* **DATA FOR THIS TASK**
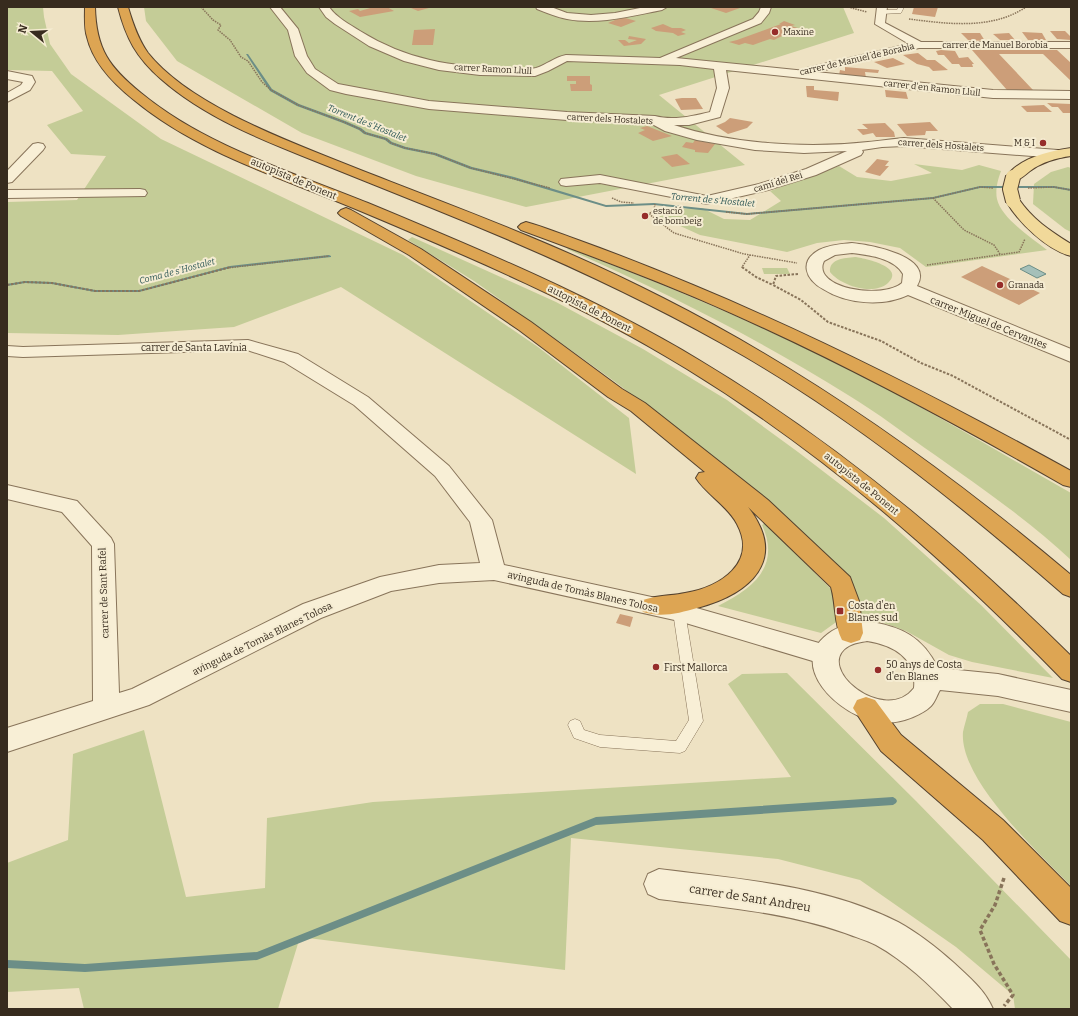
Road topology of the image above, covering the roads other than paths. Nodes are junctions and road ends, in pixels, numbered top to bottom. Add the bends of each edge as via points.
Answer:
1 (90, 7) edge
2 (123, 7) edge
3 (275, 7) edge
4 (324, 7) edge
5 (541, 7) edge
6 (662, 7) edge
7 (766, 7) edge
8 (901, 7) edge
9 (881, 12) edge
10 (919, 45) junction
11 (1071, 45) edge
12 (660, 61) junction
13 (719, 66) junction
14 (794, 73) junction
15 (7, 75) edge
16 (1071, 95) edge
17 (7, 98) edge
18 (218, 112) junction
19 (655, 120) junction
20 (868, 146) junction
21 (38, 147) dead end
22 (1064, 153) edge
23 (288, 176) junction
24 (7, 179) edge
25 (561, 186) road end
26 (140, 193) dead end
27 (7, 194) edge
28 (1071, 251) edge
29 (907, 288) junction
30 (7, 351) edge
31 (1071, 356) edge
32 (615, 393) junction
33 (1071, 480) edge
34 (7, 492) edge
35 (494, 571) junction
36 (1071, 588) edge
37 (652, 606) junction
38 (679, 612) junction
39 (851, 632) junction
40 (826, 655) junction
41 (1071, 672) edge
42 (928, 678) junction
43 (1071, 701) edge
44 (106, 708) junction
45 (866, 708) junction
46 (575, 725) dead end
47 (7, 740) edge
48 (659, 884) dead end
49 (1071, 910) edge
50 (976, 1009) edge

1 - 23 highway, autopista de Ponent via 91,30 97,50 128,88 184,128
2 - 18 highway via 130,33 147,58 182,90
3 - 19 street, carrer dels Hostalets via 294,29 301,56 311,71 334,87 429,105
4 - 12 street, carrer Ramon Llull via 348,29 378,47 426,64 466,70 535,72 544,70 556,60 566,58
5 - 6 street via 580,18 610,16
7 - 12 street via 757,21
8 - 9 lane via 899,12
9 - 10 street via 880,24
10 - 11 street, carrer de Manuel Borobia
10 - 14 street, carrer de Manuel de Borabia
12 - 13 street, carrer Ramon Llull
13 - 14 street, carrer Ramon Llull
13 - 19 street via 723,88 716,114 689,121
14 - 16 street, carrer d'en Ramon Llull via 993,94
15 - 17 street via 28,79 29,82 26,87
18 - 33 highway via 248,120 389,178 569,242 692,290 878,376
18 - 36 highway via 294,148 553,253 703,325 815,392 937,477
19 - 20 street, carrer dels Hostalets via 670,128 702,137 755,146 804,149
20 - 22 street, carrer dels Hostalets via 882,142 904,142
20 - 25 street, camí del Rei via 811,172 763,187 707,200 600,179
21 - 24 street
22 - 28 main road, bridge via 1031,163 1013,177 1009,188 1013,201 1023,217 1043,234
23 - 32 highway via 300,189 408,248 470,288
23 - 41 highway, autopista de Ponent via 470,251 562,293 634,330 720,381 797,432 888,503 986,588
26 - 27 street
29 - 29 street via 912,281 908,268 896,258 882,253 852,248 837,249 817,258 814,269 822,282 849,294 866,297 890,295
29 - 31 street, carrer Miguel de Cervantes
30 - 35 street, carrer de Santa Lavínia via 248,345 291,358 360,401 442,471 480,520
32 - 37 highway via 733,504 744,518 754,542 753,562 738,580 725,589 692,602
32 - 39 highway via 638,407 760,505 842,583
34 - 44 street, carrer de Sant Rafel via 69,506 104,544
35 - 37 street, avinguda de Tomàs Blanes Tolosa
35 - 44 street, avinguda de Tomàs Blanes Tolosa via 439,574 388,583 312,612 140,697
37 - 38 street, avinguda de Tomàs Blanes Tolosa
38 - 40 street, avinguda de Tomàs Blanes Tolosa
38 - 46 lane via 696,721 680,746 600,741 579,734
39 - 40 street via 839,637 830,645
39 - 42 street via 872,632 900,640 921,659
40 - 45 street via 827,673 838,691
42 - 43 street via 1012,688
42 - 45 street via 928,689 922,699 912,707 898,711
44 - 47 street, avinguda de Tomàs Blanes Tolosa
45 - 49 highway via 891,743 993,830
48 - 50 street, carrer de Sant Andreu via 778,900 820,908 853,920 890,936 937,968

* **TASK DETAILS**
What comes back should match the records exactly, minus any pictures.

* **ANSWER FOR THE TASK**
Road topology of the image above, covering the roads other than paths. Nodes are junctions and road ends, in pixels, numbered top to bottom. Add the bends of each edge as via points.
Answer:
1 (90, 7) edge
2 (123, 7) edge
3 (275, 7) edge
4 (324, 7) edge
5 (541, 7) edge
6 (662, 7) edge
7 (766, 7) edge
8 (901, 7) edge
9 (881, 12) edge
10 (919, 45) junction
11 (1071, 45) edge
12 (660, 61) junction
13 (719, 66) junction
14 (794, 73) junction
15 (7, 75) edge
16 (1071, 95) edge
17 (7, 98) edge
18 (218, 112) junction
19 (655, 120) junction
20 (868, 146) junction
21 (38, 147) dead end
22 (1064, 153) edge
23 (288, 176) junction
24 (7, 179) edge
25 (561, 186) road end
26 (140, 193) dead end
27 (7, 194) edge
28 (1071, 251) edge
29 (907, 288) junction
30 (7, 351) edge
31 (1071, 356) edge
32 (615, 393) junction
33 (1071, 480) edge
34 (7, 492) edge
35 (494, 571) junction
36 (1071, 588) edge
37 (652, 606) junction
38 (679, 612) junction
39 (851, 632) junction
40 (826, 655) junction
41 (1071, 672) edge
42 (928, 678) junction
43 (1071, 701) edge
44 (106, 708) junction
45 (866, 708) junction
46 (575, 725) dead end
47 (7, 740) edge
48 (659, 884) dead end
49 (1071, 910) edge
50 (976, 1009) edge

1 - 23 highway, autopista de Ponent via 91,30 97,50 128,88 184,128
2 - 18 highway via 130,33 147,58 182,90
3 - 19 street, carrer dels Hostalets via 294,29 301,56 311,71 334,87 429,105
4 - 12 street, carrer Ramon Llull via 348,29 378,47 426,64 466,70 535,72 544,70 556,60 566,58
5 - 6 street via 580,18 610,16
7 - 12 street via 757,21
8 - 9 lane via 899,12
9 - 10 street via 880,24
10 - 11 street, carrer de Manuel Borobia
10 - 14 street, carrer de Manuel de Borabia
12 - 13 street, carrer Ramon Llull
13 - 14 street, carrer Ramon Llull
13 - 19 street via 723,88 716,114 689,121
14 - 16 street, carrer d'en Ramon Llull via 993,94
15 - 17 street via 28,79 29,82 26,87
18 - 33 highway via 248,120 389,178 569,242 692,290 878,376
18 - 36 highway via 294,148 553,253 703,325 815,392 937,477
19 - 20 street, carrer dels Hostalets via 670,128 702,137 755,146 804,149
20 - 22 street, carrer dels Hostalets via 882,142 904,142
20 - 25 street, camí del Rei via 811,172 763,187 707,200 600,179
21 - 24 street
22 - 28 main road, bridge via 1031,163 1013,177 1009,188 1013,201 1023,217 1043,234
23 - 32 highway via 300,189 408,248 470,288
23 - 41 highway, autopista de Ponent via 470,251 562,293 634,330 720,381 797,432 888,503 986,588
26 - 27 street
29 - 29 street via 912,281 908,268 896,258 882,253 852,248 837,249 817,258 814,269 822,282 849,294 866,297 890,295
29 - 31 street, carrer Miguel de Cervantes
30 - 35 street, carrer de Santa Lavínia via 248,345 291,358 360,401 442,471 480,520
32 - 37 highway via 733,504 744,518 754,542 753,562 738,580 725,589 692,602
32 - 39 highway via 638,407 760,505 842,583
34 - 44 street, carrer de Sant Rafel via 69,506 104,544
35 - 37 street, avinguda de Tomàs Blanes Tolosa
35 - 44 street, avinguda de Tomàs Blanes Tolosa via 439,574 388,583 312,612 140,697
37 - 38 street, avinguda de Tomàs Blanes Tolosa
38 - 40 street, avinguda de Tomàs Blanes Tolosa
38 - 46 lane via 696,721 680,746 600,741 579,734
39 - 40 street via 839,637 830,645
39 - 42 street via 872,632 900,640 921,659
40 - 45 street via 827,673 838,691
42 - 43 street via 1012,688
42 - 45 street via 928,689 922,699 912,707 898,711
44 - 47 street, avinguda de Tomàs Blanes Tolosa
45 - 49 highway via 891,743 993,830
48 - 50 street, carrer de Sant Andreu via 778,900 820,908 853,920 890,936 937,968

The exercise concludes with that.